Task goal: The word "PERINTIS" may appear in lines of the data below. Say how many lines hold it, giving only the number.
*** Recorded information Section Begins ***
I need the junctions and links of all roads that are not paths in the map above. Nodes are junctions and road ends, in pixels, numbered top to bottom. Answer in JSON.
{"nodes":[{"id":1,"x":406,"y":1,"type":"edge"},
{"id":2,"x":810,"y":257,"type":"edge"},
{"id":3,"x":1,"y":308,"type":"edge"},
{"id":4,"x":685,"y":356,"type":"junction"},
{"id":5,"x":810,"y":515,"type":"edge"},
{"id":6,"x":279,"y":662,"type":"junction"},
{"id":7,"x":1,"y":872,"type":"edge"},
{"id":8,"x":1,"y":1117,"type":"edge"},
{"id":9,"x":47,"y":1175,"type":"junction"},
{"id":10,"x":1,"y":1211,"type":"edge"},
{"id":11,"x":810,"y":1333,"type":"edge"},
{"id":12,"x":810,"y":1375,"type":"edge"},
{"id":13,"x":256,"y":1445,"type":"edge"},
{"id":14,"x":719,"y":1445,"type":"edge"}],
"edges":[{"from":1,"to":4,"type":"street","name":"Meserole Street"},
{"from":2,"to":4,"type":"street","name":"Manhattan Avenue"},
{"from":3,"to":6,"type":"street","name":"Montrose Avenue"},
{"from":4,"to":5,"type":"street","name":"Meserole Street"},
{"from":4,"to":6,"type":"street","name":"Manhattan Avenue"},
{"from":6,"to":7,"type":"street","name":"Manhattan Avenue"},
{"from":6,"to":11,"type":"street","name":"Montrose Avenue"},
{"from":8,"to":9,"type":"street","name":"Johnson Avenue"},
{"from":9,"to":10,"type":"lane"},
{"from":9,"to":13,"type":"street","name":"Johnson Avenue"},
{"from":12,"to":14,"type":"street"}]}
*** Recorded information Section Ends ***
*** Recorded information Section Begins ***
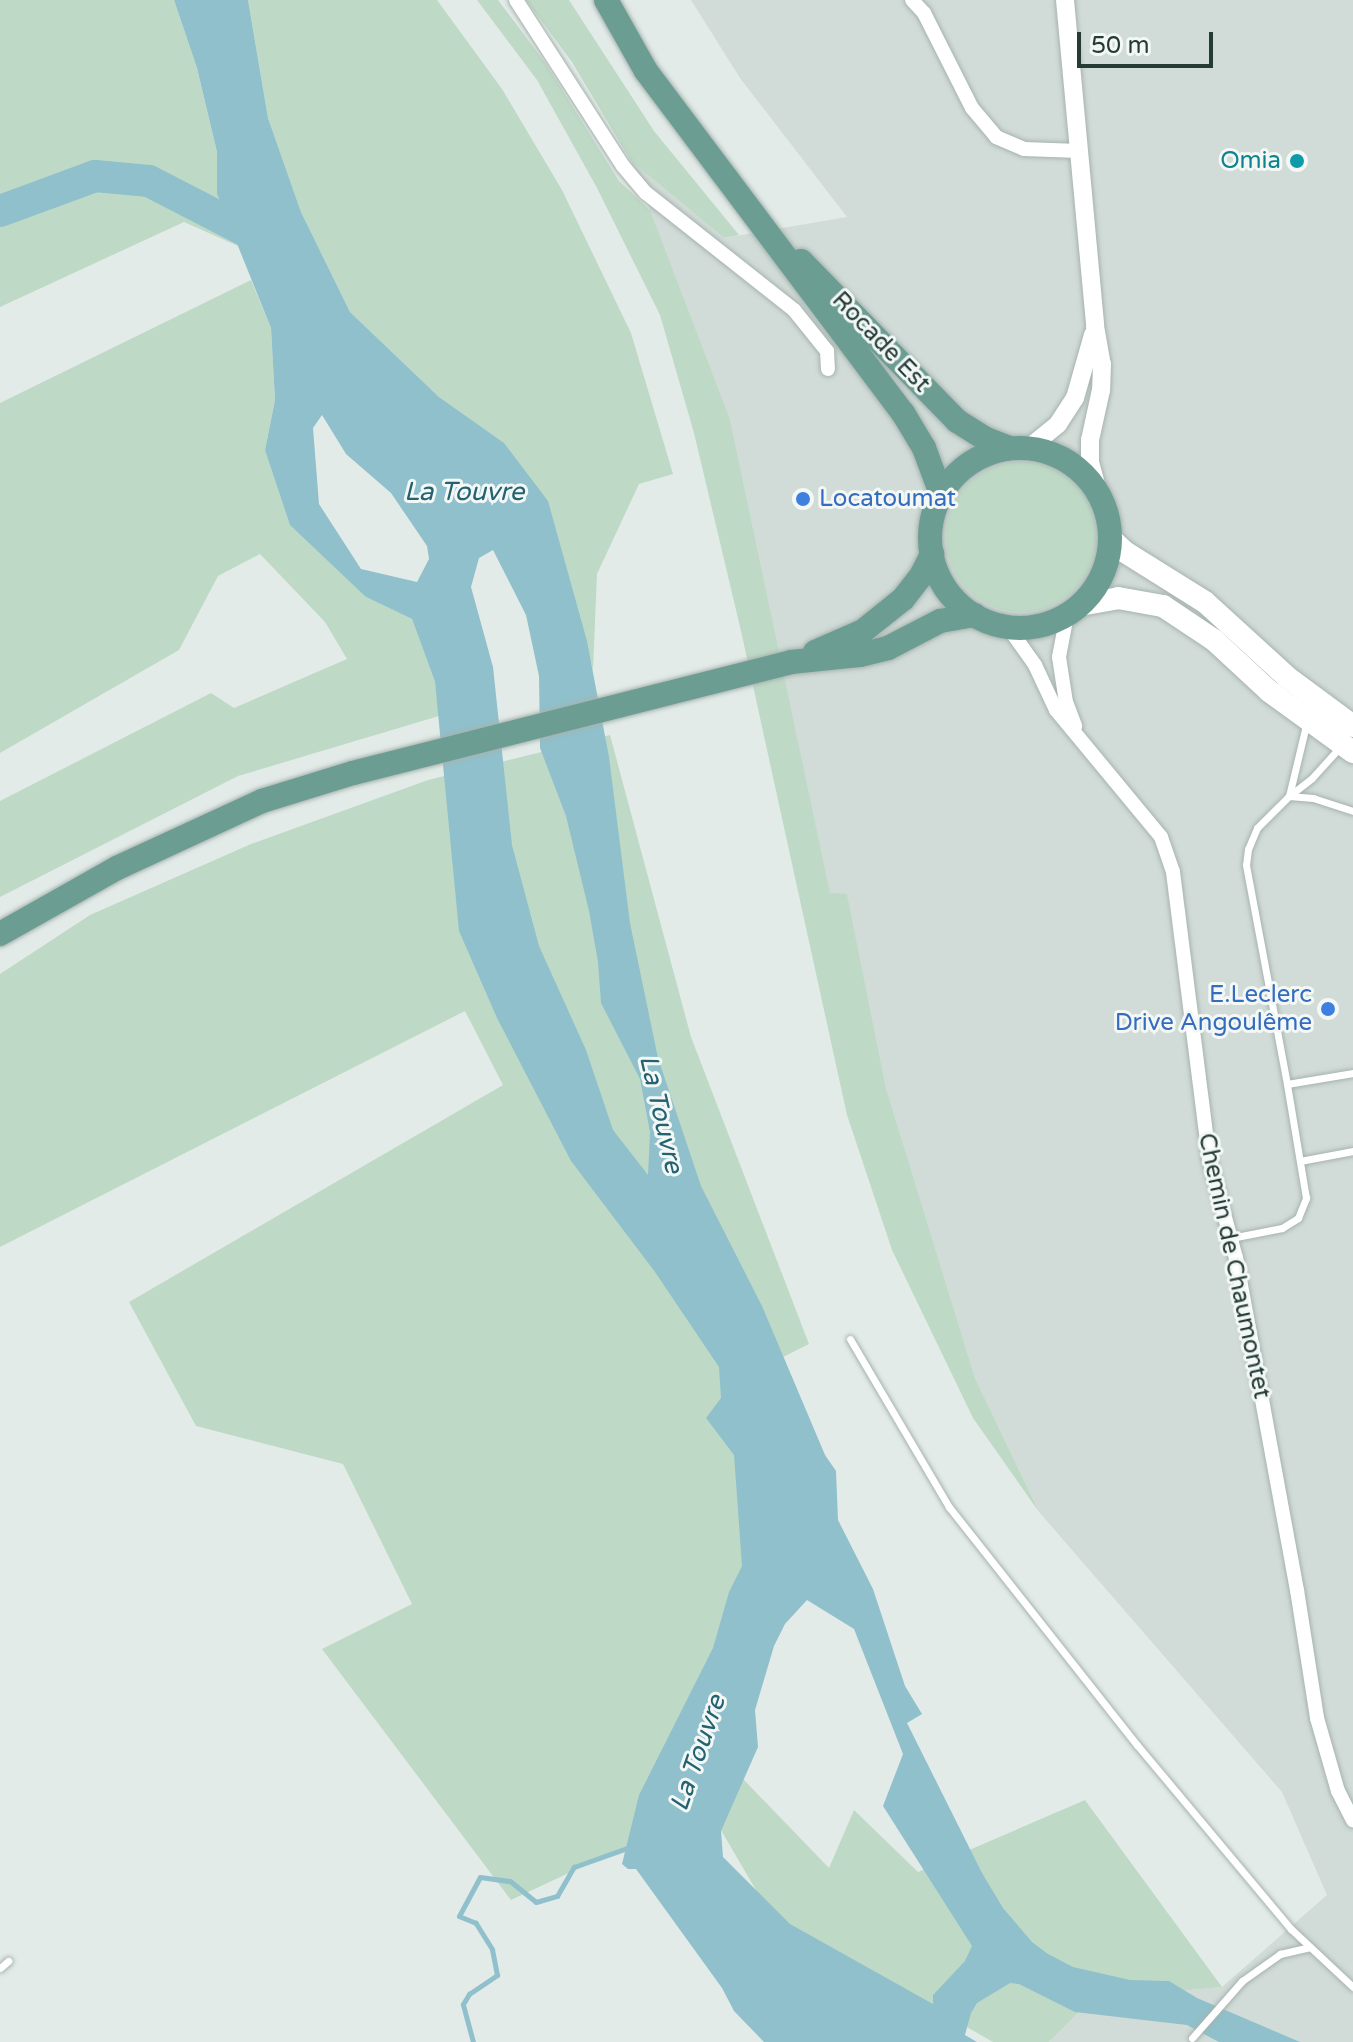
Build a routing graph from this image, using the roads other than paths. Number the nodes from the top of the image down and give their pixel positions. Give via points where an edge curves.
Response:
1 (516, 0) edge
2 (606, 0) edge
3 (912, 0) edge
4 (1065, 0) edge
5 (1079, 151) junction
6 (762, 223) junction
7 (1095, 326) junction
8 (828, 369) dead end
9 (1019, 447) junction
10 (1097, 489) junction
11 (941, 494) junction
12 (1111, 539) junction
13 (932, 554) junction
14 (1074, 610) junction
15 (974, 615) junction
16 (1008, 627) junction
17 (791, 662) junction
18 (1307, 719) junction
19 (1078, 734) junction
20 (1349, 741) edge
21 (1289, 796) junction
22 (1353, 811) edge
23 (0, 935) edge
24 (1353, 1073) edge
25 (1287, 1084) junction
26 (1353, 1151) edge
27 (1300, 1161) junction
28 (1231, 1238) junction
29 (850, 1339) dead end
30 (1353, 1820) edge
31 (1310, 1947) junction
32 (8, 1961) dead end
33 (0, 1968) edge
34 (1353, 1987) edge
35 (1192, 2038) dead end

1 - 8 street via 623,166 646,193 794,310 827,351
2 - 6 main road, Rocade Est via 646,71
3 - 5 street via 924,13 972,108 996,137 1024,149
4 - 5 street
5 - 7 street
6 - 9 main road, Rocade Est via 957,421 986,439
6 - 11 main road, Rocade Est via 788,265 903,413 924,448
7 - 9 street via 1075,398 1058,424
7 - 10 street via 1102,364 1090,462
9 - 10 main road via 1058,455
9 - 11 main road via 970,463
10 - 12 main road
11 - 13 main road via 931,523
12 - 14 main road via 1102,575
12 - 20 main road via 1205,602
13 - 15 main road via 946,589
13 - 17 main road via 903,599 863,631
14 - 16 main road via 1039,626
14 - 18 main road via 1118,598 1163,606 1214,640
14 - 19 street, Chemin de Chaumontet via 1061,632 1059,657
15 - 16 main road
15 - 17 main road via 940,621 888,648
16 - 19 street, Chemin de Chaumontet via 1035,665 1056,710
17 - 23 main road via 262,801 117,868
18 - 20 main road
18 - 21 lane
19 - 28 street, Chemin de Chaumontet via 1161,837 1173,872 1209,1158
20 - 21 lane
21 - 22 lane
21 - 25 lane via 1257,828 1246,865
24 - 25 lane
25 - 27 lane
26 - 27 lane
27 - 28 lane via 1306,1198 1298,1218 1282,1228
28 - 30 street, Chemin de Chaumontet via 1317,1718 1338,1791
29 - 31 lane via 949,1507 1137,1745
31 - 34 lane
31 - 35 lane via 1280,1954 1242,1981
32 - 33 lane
*** Recorded information Section Ends ***
*** Recorded information Section Begins ***
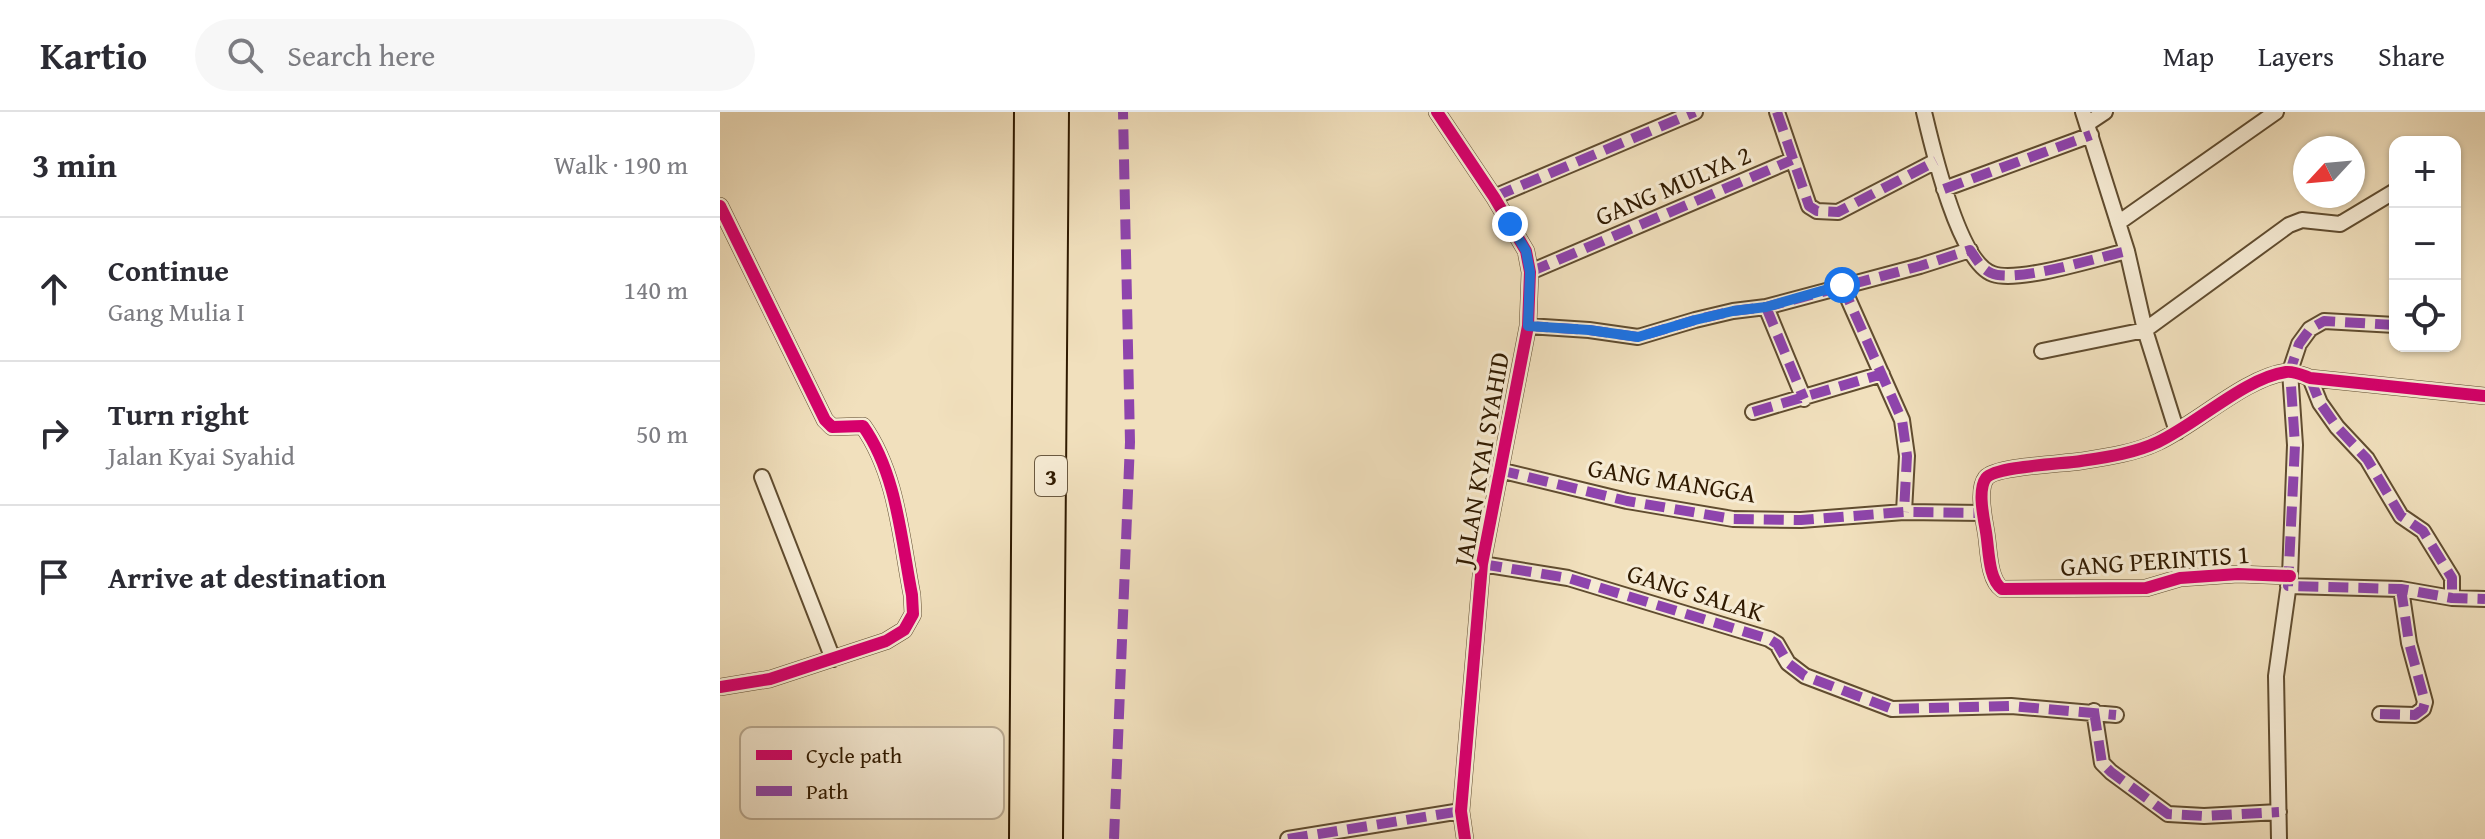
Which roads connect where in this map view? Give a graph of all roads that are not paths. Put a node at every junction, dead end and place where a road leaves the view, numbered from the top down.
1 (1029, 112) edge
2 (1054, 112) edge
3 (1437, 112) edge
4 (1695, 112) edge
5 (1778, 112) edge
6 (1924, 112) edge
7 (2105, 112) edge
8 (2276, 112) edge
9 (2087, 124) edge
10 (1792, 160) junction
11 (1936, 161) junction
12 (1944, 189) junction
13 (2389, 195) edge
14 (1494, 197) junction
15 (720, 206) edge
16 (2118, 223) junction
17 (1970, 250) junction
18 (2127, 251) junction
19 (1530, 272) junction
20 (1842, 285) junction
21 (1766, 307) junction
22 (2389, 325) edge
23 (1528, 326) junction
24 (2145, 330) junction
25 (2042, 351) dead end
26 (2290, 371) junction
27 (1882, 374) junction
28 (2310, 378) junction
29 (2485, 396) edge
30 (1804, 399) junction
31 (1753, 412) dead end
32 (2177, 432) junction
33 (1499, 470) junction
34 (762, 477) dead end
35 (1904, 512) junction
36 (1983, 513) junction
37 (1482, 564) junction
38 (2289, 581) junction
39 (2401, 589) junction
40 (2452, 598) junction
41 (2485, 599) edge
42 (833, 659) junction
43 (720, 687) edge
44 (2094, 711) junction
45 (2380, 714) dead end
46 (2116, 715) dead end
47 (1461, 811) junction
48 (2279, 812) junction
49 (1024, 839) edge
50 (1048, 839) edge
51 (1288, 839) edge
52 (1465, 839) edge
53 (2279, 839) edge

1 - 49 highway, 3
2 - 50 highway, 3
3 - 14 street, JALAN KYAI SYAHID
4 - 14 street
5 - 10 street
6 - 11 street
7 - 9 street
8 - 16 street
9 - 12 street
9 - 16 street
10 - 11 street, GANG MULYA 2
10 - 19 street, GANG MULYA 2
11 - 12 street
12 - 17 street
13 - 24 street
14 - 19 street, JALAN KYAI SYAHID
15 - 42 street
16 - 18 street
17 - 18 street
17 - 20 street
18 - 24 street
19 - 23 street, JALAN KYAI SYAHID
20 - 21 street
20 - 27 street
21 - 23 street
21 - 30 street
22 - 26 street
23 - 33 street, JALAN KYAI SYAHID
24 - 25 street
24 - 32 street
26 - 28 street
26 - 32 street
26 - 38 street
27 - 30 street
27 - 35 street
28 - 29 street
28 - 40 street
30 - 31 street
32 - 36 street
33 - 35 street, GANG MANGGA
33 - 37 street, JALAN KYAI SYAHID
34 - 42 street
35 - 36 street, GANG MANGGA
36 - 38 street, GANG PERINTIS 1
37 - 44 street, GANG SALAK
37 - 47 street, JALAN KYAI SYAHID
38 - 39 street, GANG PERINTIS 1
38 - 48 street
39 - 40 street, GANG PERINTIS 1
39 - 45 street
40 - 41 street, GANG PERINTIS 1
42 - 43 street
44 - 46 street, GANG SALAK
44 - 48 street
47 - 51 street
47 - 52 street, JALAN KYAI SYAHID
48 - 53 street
*** Recorded information Section Ends ***
Solution for this task: 4